◆ Work to be completed ◆
From the entries below, pull out each line where "Emilia" appears.

◆ Source records ◆
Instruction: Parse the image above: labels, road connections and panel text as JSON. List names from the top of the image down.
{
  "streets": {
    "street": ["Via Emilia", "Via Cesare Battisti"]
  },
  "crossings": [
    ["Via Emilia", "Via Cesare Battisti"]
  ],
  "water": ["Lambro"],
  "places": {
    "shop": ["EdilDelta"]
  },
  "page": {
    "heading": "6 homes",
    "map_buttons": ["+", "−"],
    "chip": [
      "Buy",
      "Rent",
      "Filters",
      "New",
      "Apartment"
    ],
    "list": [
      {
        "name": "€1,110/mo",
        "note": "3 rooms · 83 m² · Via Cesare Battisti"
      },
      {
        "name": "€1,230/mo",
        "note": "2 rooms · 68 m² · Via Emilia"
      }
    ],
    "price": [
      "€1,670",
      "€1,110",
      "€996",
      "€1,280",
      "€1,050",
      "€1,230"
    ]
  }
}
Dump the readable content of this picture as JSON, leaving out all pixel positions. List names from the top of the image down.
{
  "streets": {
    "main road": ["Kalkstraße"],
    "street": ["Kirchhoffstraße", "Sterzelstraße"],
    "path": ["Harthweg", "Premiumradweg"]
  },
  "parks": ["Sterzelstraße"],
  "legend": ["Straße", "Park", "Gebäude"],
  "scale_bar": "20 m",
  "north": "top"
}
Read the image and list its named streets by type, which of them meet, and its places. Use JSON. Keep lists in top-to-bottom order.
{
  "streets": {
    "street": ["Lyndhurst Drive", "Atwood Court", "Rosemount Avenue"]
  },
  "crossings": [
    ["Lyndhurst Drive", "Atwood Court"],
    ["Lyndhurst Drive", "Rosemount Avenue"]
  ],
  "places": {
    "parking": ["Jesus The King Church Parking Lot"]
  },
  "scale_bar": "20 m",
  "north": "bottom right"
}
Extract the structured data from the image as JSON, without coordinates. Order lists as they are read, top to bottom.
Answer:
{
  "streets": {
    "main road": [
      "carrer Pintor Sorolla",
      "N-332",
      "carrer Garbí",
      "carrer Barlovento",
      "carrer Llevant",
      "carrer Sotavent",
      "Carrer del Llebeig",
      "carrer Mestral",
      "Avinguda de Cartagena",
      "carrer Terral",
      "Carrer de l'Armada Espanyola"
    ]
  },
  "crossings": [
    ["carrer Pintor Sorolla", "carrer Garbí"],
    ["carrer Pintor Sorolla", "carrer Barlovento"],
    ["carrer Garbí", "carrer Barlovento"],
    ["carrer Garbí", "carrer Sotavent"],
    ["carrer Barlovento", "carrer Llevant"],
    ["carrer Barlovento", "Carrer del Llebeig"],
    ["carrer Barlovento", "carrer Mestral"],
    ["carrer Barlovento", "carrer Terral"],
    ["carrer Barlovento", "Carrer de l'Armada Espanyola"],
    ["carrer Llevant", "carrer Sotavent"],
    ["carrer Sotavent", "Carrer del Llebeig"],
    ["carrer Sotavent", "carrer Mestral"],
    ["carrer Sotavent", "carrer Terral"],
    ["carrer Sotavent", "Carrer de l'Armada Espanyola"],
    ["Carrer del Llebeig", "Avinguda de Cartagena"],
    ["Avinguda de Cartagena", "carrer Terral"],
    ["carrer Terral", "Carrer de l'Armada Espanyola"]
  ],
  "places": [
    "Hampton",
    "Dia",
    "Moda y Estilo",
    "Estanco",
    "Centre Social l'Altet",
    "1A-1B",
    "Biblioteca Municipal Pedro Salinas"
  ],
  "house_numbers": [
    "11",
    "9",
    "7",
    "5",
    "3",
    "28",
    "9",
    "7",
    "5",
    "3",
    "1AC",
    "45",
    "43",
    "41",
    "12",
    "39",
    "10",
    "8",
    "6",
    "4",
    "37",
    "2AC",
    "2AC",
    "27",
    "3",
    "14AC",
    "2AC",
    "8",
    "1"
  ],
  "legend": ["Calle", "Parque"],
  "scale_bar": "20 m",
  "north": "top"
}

◆ Task solution ◆
    "street": ["Via Emilia", "Via Cesare Battisti"]
    ["Via Emilia", "Via Cesare Battisti"]
        "note": "2 rooms · 68 m² · Via Emilia"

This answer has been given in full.